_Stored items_
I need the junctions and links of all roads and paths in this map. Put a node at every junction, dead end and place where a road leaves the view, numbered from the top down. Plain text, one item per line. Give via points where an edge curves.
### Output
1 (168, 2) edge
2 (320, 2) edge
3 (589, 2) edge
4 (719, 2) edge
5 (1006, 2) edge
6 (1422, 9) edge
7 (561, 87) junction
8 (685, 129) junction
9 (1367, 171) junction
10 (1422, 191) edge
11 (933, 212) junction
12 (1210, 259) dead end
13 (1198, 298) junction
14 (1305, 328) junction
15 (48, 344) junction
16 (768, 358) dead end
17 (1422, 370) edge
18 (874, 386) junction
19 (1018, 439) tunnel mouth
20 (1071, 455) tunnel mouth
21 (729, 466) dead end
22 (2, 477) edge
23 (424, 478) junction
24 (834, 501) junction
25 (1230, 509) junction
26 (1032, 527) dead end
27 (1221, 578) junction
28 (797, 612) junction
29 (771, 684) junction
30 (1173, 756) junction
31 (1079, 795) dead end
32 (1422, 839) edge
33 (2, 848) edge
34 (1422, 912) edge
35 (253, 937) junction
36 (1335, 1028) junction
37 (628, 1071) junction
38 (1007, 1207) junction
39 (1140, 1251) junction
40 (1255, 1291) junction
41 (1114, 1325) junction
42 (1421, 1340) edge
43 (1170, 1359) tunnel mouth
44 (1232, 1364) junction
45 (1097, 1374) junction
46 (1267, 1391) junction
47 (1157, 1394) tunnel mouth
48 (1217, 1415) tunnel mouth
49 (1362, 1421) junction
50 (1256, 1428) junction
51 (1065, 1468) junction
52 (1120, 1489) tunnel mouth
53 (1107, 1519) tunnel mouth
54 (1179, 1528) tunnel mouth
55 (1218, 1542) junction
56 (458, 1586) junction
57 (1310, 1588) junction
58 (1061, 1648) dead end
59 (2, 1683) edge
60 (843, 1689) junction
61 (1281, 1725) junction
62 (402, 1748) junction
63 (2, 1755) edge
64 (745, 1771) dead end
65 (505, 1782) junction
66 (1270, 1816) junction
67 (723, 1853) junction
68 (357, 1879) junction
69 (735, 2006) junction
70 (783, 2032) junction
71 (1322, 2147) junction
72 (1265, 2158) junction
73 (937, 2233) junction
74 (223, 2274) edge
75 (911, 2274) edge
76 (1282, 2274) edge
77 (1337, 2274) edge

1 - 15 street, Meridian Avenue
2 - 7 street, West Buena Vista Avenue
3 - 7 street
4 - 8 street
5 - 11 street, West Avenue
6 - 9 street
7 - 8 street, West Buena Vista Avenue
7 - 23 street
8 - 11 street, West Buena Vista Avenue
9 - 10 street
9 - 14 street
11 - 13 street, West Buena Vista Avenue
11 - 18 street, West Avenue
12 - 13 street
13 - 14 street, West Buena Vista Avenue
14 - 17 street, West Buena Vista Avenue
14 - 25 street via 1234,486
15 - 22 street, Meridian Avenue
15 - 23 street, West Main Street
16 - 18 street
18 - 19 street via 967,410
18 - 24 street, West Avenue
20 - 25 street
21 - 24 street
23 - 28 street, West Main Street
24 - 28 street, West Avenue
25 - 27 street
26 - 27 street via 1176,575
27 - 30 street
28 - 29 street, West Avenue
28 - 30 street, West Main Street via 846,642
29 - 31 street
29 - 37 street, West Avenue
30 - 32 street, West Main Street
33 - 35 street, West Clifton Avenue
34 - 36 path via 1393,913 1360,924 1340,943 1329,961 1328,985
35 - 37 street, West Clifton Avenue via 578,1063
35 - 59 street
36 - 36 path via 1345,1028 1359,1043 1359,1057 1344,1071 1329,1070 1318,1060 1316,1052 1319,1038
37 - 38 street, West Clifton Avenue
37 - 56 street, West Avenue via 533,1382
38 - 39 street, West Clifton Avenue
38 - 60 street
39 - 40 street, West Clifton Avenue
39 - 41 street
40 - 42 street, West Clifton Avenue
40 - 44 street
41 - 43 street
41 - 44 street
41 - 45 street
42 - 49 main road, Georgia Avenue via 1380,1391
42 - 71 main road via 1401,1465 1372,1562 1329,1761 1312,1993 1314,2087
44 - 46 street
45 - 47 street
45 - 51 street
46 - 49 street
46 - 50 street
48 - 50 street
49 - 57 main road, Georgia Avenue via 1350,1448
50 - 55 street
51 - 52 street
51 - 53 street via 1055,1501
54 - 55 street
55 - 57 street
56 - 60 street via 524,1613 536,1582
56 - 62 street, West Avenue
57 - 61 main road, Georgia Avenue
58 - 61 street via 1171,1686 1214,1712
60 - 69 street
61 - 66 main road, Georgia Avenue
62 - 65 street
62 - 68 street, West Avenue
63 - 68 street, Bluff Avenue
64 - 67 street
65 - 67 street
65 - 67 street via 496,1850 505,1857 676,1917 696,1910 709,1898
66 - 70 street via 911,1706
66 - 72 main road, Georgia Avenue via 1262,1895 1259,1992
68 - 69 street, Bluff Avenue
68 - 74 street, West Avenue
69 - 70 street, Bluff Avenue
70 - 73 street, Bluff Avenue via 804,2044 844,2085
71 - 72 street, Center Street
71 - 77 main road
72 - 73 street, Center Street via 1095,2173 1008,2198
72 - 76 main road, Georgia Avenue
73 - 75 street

_Exercise_
Would you filter the records and copy out each line containing "mouth"?

_Finished task_
19 (1018, 439) tunnel mouth
20 (1071, 455) tunnel mouth
43 (1170, 1359) tunnel mouth
47 (1157, 1394) tunnel mouth
48 (1217, 1415) tunnel mouth
52 (1120, 1489) tunnel mouth
53 (1107, 1519) tunnel mouth
54 (1179, 1528) tunnel mouth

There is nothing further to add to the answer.